• Task requirements
Return the following from the records below: each line, word for word, starting with the line that contains "ring dip: (381, 338)" and going on through the line that contains "pinky tip: (359, 375)", with nothing outside that range.

• Pixel coordinate listings
□ □ □

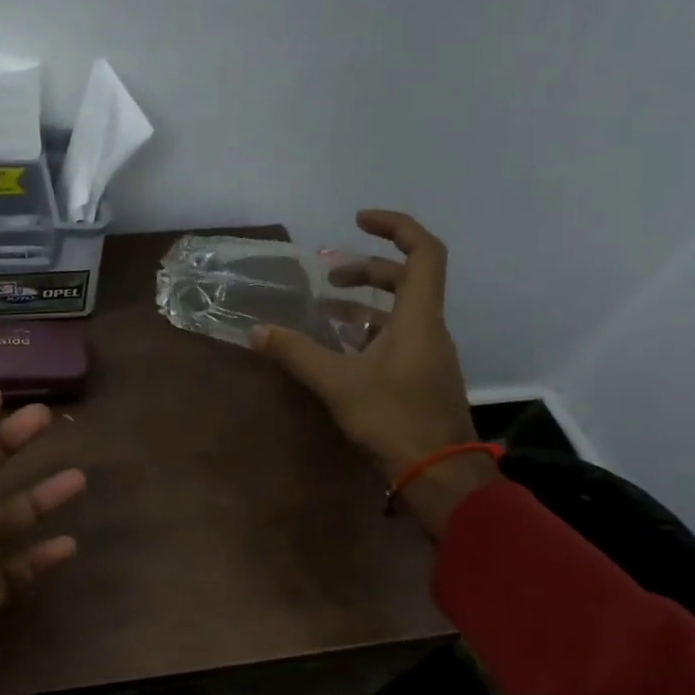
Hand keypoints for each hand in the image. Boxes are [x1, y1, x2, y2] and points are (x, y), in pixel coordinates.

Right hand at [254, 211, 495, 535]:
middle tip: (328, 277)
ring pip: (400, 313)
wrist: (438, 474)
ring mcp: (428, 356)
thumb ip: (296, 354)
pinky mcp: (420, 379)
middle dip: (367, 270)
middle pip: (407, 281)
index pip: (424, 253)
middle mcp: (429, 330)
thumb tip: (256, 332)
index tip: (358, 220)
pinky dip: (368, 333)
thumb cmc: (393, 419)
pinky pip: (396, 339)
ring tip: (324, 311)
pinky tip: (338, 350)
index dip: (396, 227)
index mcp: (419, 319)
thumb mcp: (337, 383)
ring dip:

□ □ □

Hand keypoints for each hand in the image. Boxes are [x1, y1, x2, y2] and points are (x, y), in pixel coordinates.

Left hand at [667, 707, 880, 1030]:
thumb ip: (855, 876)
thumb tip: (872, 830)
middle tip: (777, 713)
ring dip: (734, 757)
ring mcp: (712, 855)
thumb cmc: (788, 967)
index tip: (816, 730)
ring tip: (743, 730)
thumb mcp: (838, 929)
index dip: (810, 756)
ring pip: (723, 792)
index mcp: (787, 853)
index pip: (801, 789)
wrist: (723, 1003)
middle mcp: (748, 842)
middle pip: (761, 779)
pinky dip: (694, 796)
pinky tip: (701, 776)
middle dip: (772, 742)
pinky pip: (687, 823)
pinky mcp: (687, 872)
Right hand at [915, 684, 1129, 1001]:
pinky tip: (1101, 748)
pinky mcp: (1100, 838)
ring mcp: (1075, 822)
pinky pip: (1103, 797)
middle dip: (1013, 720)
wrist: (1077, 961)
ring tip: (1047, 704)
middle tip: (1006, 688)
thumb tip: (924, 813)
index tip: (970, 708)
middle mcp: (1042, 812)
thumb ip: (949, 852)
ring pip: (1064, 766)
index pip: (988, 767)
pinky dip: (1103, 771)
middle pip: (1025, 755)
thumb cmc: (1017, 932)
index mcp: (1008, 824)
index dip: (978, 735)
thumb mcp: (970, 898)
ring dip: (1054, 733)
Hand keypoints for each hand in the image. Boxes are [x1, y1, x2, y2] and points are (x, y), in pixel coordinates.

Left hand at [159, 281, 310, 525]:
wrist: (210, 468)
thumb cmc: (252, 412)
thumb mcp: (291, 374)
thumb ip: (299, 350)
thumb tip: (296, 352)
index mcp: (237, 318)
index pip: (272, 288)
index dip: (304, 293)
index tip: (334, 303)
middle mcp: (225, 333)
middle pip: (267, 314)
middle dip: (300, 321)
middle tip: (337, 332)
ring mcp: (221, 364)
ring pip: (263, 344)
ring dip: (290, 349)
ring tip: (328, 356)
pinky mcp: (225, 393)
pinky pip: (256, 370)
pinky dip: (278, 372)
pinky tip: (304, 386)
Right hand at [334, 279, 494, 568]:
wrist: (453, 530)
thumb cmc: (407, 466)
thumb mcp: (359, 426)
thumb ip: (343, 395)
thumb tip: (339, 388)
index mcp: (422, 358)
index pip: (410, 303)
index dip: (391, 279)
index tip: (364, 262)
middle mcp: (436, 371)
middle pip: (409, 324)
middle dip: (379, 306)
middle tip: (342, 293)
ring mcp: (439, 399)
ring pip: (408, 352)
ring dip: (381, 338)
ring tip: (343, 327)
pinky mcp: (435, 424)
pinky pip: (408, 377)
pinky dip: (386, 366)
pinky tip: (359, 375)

□ □ □

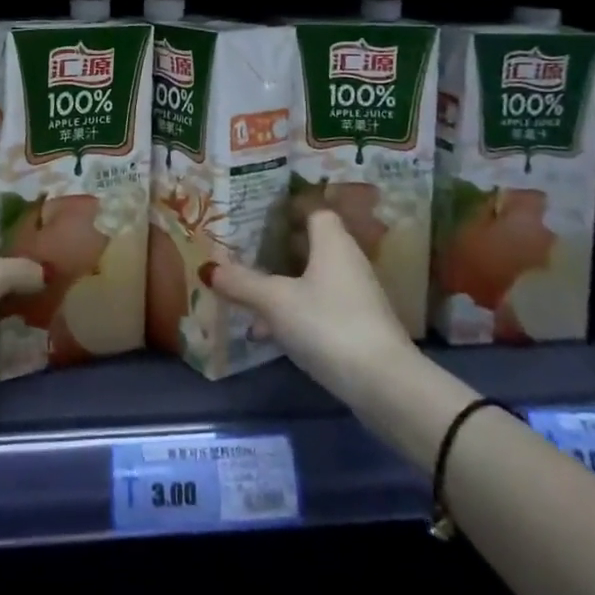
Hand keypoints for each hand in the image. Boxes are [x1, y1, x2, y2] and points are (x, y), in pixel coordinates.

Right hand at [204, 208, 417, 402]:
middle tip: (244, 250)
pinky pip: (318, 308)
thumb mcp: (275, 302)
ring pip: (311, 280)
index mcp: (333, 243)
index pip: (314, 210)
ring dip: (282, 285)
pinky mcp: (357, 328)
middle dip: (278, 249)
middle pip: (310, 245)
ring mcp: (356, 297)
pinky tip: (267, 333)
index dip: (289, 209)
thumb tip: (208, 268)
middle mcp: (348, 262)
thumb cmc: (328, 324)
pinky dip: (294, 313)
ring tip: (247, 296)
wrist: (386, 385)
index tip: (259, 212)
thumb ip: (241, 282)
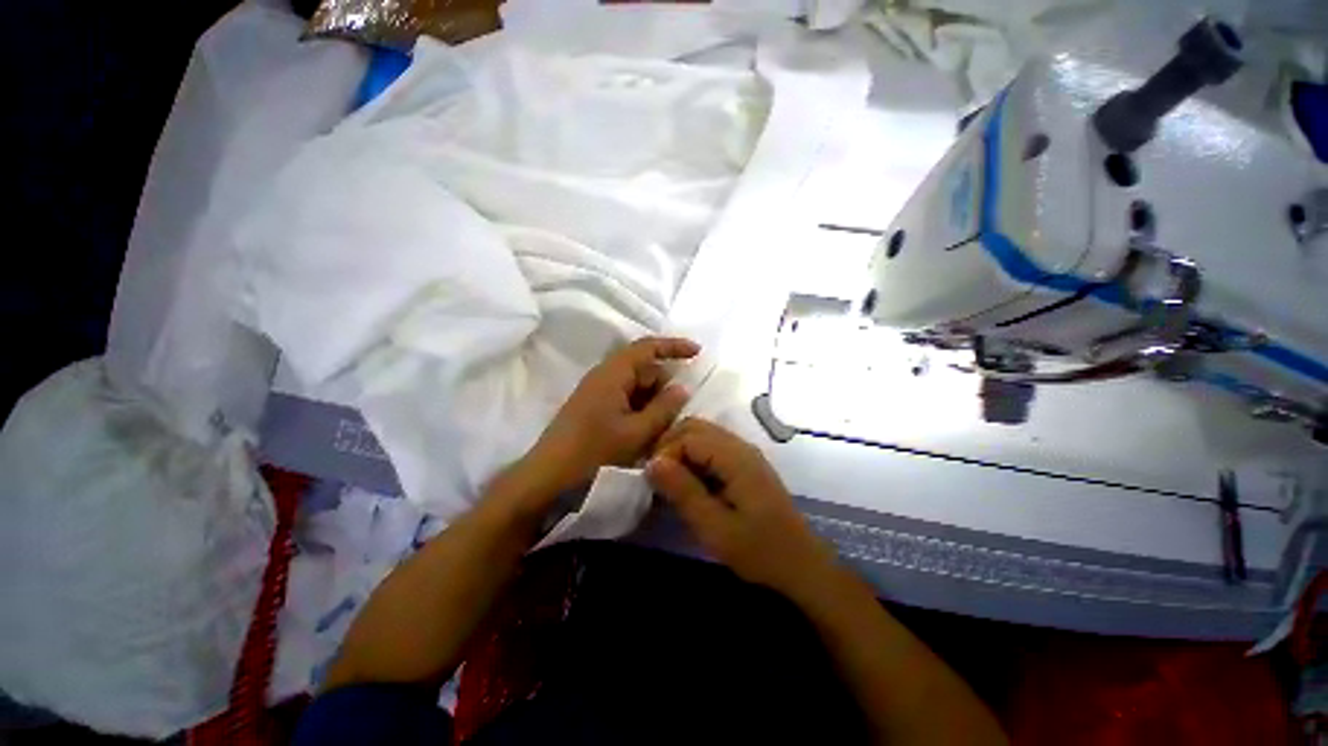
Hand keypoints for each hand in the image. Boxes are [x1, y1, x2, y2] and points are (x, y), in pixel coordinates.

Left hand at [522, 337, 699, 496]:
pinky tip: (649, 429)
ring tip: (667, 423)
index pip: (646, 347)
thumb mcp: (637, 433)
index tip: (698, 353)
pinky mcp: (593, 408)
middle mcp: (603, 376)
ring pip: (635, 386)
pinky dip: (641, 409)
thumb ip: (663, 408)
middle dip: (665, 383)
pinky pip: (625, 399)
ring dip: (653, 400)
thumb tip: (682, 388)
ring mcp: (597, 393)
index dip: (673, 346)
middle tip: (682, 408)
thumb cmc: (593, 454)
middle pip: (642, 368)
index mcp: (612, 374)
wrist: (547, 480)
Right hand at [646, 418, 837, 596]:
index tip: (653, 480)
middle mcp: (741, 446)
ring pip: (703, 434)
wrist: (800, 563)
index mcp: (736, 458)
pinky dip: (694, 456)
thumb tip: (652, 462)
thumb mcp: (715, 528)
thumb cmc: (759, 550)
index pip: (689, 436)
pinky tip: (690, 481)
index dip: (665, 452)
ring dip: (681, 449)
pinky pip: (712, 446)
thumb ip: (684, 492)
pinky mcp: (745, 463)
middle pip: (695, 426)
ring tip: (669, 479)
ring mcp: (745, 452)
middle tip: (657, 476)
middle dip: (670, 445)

□ □ □

• Response below
ring dip: (381, 338)
ring tip: (343, 327)
pinky mcp: (435, 424)
pinky pip: (408, 377)
pinky dip: (386, 366)
pinky tip: (359, 375)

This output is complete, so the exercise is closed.